Ashwin K. Iyer received the Ph.D. degree in electrical engineering from the University of Toronto, Ontario, Canada, in 2009. He joined the faculty of the University of Alberta Department of Electrical and Computer Engineering in the fall of same year and now holds the titles of Professor and Associate Chair (Undergraduate). He leads a team of talented graduate students in several areas of RF/microwave/millimetre-wave and antenna engineering. A large focus of his research is the analysis, characterization, and experimental validation of metamaterial phenomena and their application.

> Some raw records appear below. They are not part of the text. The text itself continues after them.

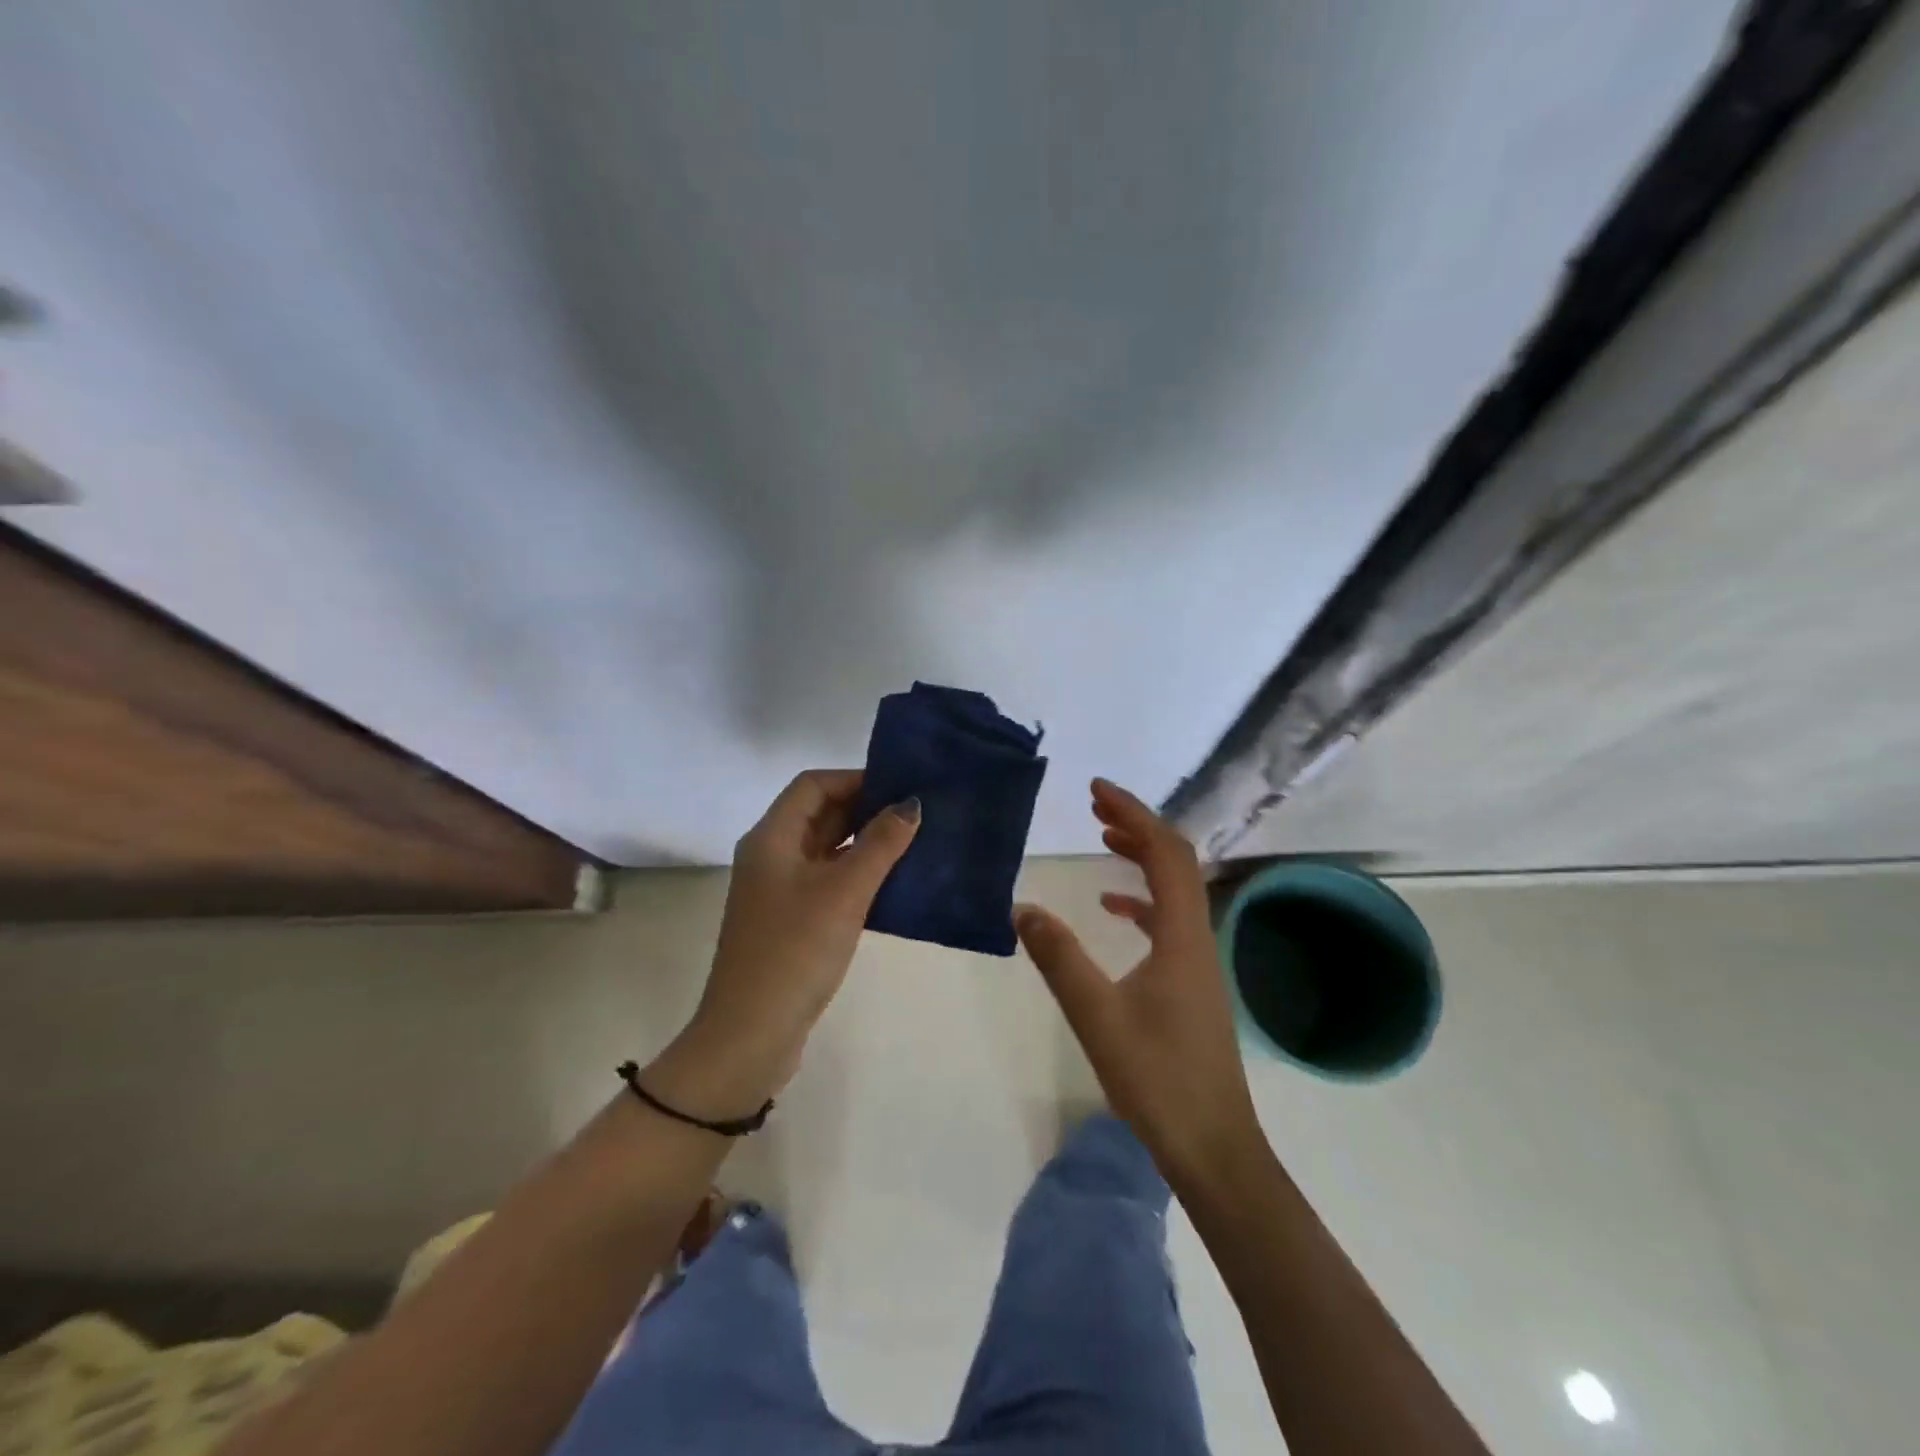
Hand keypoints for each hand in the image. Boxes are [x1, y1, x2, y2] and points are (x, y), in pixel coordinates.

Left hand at [649, 770, 919, 1118]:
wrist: (751, 1034)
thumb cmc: (795, 951)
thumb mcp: (844, 892)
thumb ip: (880, 844)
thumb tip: (911, 804)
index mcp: (771, 838)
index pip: (813, 785)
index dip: (855, 779)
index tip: (900, 786)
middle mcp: (770, 856)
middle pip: (819, 814)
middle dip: (865, 809)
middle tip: (915, 814)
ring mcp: (778, 890)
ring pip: (825, 849)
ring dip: (864, 843)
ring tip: (913, 843)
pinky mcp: (790, 920)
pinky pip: (827, 880)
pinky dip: (857, 874)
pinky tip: (892, 883)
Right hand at [1015, 778, 1262, 1192]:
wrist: (1213, 1147)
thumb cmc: (1158, 1080)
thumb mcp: (1097, 1016)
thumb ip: (1059, 959)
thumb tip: (1022, 908)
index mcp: (1181, 935)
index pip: (1165, 853)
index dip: (1133, 814)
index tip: (1097, 790)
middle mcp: (1198, 937)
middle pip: (1176, 862)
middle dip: (1138, 826)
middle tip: (1096, 807)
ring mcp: (1199, 961)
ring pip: (1175, 890)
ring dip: (1142, 858)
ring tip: (1104, 841)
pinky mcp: (1192, 983)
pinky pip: (1169, 921)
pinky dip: (1142, 900)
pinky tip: (1113, 909)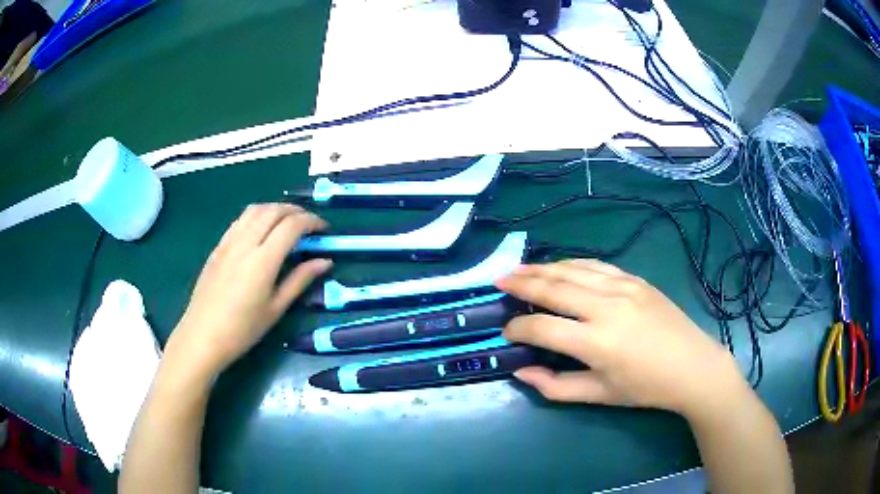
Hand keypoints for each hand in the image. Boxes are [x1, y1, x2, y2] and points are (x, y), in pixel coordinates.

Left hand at [165, 204, 330, 380]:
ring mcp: (229, 242)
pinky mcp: (218, 246)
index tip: (324, 230)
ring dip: (276, 209)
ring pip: (255, 210)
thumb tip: (325, 262)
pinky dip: (257, 216)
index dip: (312, 222)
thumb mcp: (276, 308)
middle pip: (274, 210)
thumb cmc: (243, 329)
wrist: (203, 336)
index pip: (292, 226)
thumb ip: (300, 280)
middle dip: (296, 211)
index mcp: (263, 260)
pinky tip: (261, 230)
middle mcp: (245, 242)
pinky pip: (240, 220)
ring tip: (287, 222)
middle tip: (309, 224)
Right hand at [496, 259, 744, 416]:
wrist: (693, 366)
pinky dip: (573, 264)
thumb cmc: (646, 388)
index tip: (506, 331)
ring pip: (573, 269)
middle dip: (521, 284)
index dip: (518, 329)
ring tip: (520, 269)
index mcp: (597, 343)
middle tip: (499, 281)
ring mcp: (623, 288)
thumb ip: (556, 386)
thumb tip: (521, 371)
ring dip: (542, 268)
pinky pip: (597, 265)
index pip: (542, 328)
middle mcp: (606, 307)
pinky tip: (560, 266)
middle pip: (553, 288)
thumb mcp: (600, 395)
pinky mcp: (636, 280)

Dr. Iyer was part of the pioneering effort at the University of Toronto in the early 2000s in developing metamaterials that exhibit a negative refractive index and the demonstration of free-space subdiffraction imaging - contributions that have shaped the evolution of metamaterials research and mobilized later work in this area. He has co-authored several highly cited papers in the fields of RF/microwave engineering, antennas, physics, and optics, as well as four invited book chapters and several invited talks, workshops, and seminars on the subject of his research. Dr. Iyer has received a number awards and recognitions, including the 2008 R.W.P. King Award, presented by the IEEE Antennas and Propagation Society (AP-S) to an author less than 36 years of age for the best paper published in the IEEE Transactions on Antennas and Propagation during the previous year. He has received the IEEE AP-S Donald G. Dudley Jr. Undergraduate Teaching Award (2015), the University of Alberta Provost's Award for Early Achievement of Excellence in Undergraduate Teaching (2014), and the University of Alberta Rutherford Award for Excellence in Undergraduate Teaching (2018). He was as an Associate Editor for the IEEE Transactions on Antennas and Propagation between 2012 and 2018 and now serves as one of its eleven international Track Editors. He was also the Lead Guest Editor for the IEEE Transactions on Antennas and Propagation Special Issue on Recent Advances in Metamaterials and Metasurfaces. He serves as Chair of the IEEE Northern Canada Section (NCS) Joint AP-S/MTT-S Chapter, and is a member of the IEEE AP-S Education Committee. Dr. Iyer is a registered member of the Association of Professional Engineers and Geoscientists of Alberta (APEGA).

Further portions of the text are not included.